= William Baillie, Lord Provand =

Scottish judge

William Baillie, Lord Provand (died 26 May 1593) was a Scottish judge from Lamington.

==Career==
He first appears as a judge of the court of session, 15 November 1550. In March 1567 Mary, Queen of Scots granted her "well-beloved clerk and counsellor" the reward of a 19 lease or tack of her incomes from the Parsonage of Glasgow and the lands of Provand.

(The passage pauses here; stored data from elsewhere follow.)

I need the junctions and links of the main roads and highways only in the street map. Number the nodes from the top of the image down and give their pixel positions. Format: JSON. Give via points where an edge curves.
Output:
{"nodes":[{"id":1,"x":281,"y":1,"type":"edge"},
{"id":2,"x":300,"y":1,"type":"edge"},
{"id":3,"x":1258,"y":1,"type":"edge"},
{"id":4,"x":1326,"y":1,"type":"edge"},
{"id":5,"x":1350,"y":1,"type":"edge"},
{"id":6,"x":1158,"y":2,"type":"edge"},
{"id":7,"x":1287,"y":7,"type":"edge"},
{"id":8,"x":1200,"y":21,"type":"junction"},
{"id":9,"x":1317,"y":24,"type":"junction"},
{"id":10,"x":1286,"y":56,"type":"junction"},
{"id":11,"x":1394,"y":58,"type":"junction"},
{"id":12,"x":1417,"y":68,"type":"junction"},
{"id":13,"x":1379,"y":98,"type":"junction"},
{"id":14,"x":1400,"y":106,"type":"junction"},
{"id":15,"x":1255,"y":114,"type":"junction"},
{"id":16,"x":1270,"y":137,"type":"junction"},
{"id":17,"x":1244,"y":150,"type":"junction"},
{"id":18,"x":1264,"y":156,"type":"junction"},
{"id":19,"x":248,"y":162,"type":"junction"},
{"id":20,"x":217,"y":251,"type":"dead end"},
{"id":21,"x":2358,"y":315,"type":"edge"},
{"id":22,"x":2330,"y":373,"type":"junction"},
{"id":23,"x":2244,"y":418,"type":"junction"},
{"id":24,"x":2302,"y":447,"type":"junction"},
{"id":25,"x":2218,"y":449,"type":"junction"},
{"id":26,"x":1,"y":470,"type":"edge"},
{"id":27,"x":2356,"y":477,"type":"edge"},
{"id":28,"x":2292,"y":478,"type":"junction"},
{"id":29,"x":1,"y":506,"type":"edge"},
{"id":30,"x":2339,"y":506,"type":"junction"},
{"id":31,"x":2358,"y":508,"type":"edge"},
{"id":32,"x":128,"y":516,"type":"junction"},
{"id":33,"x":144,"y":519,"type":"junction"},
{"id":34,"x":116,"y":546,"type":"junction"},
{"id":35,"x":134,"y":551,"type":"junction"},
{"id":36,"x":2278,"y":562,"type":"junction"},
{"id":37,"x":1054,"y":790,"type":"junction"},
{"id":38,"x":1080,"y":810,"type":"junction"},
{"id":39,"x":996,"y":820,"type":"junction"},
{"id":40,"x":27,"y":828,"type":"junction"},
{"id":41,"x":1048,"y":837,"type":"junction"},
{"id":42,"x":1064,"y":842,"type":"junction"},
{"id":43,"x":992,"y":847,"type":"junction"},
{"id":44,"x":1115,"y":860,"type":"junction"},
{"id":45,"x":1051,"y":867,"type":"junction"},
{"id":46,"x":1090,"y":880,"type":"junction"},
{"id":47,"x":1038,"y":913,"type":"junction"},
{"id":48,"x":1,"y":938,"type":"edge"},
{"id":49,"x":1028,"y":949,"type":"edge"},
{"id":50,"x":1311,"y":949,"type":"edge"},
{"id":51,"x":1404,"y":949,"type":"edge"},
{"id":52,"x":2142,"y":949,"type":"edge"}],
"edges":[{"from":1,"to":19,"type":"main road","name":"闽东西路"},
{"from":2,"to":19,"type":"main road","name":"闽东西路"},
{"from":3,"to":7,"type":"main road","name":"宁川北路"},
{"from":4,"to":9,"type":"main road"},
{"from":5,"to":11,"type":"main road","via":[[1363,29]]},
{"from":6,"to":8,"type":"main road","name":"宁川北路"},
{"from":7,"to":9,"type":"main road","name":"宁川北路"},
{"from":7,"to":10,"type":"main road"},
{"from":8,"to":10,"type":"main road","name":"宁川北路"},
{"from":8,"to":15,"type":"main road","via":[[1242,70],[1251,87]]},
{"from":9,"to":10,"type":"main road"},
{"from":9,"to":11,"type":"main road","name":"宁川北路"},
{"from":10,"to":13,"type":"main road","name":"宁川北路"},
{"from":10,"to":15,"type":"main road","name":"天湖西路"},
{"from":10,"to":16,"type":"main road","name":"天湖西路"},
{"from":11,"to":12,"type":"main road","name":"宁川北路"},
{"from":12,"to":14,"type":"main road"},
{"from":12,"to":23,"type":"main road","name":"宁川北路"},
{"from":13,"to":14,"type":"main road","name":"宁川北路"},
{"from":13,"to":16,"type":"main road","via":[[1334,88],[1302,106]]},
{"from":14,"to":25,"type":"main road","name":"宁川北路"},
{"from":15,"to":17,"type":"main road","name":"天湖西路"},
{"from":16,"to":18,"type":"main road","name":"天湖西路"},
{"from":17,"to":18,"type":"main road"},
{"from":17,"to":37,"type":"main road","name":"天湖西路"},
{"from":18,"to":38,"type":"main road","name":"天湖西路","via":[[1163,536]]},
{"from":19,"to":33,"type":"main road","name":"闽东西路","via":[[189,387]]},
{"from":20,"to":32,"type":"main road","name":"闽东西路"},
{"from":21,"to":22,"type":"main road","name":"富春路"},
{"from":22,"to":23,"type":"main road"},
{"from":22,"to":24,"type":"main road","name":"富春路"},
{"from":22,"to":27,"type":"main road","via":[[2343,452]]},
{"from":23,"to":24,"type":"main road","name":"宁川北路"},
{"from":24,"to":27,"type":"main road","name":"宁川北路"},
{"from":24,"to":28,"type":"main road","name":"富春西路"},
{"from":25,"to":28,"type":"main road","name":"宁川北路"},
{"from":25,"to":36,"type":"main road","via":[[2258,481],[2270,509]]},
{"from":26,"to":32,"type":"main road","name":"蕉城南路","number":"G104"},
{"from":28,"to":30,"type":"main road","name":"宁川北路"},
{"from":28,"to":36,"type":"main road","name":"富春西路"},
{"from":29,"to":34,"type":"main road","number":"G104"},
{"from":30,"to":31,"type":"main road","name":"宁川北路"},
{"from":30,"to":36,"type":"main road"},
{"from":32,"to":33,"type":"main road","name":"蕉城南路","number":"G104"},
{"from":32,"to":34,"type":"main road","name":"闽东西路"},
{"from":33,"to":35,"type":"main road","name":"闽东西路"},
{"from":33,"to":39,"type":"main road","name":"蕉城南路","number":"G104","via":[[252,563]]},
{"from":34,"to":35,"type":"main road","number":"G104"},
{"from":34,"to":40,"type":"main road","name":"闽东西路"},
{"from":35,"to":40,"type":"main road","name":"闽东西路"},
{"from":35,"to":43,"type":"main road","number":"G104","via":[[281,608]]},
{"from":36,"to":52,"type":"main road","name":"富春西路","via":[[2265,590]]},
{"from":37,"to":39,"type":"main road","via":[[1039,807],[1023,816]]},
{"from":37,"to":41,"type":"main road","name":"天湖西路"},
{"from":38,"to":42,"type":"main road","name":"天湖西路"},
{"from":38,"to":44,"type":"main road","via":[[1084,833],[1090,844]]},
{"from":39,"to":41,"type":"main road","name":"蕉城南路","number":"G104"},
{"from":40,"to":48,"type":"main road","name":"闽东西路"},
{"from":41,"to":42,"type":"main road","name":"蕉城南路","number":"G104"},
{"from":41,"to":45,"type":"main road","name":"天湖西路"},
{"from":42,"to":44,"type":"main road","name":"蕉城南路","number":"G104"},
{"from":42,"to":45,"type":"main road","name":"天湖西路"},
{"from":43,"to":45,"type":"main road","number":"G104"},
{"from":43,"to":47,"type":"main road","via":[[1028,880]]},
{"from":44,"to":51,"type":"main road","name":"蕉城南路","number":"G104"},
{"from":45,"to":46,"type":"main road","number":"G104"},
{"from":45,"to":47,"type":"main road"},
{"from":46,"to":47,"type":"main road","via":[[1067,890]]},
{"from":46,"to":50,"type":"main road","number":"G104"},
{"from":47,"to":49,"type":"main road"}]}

He was appointed president of the court on the death of John Sinclair, Bishop of Brechin, in 1566. On 6 December 1567, he was deprived of this office, in favour of Sir James Balfour, by Regent Moray, on the pretext that the act of institution required it to be held by a person of the spiritual estate. Balfour was in turn removed in 1568, when he was accused of participation in Darnley's murder, and Baillie, being reinstated, held the office till his death, 26 May 1593.

==Provan Hall==
After the Scottish Reformation, Provan Hall near Glasgow became a residence of William Baillie. In 1566 he was a collector of the teinds or tithes known as the "Thirds of Benefices" for the parsonage of Glasgow. He also received a pension from Queen Mary from the "Thirds" of £40 Scots annually.

As a judge, he was known as Lord Provand. He married Elizabeth Durham. Their daughter and heiress of Provan, Elizabeth Baillie, married Robert Hamilton, a son of Andrew Hamilton of Goslington. She passed the ownership of Provan Hall to their eldest son, Francis Hamilton of Silvertonhill in 1599.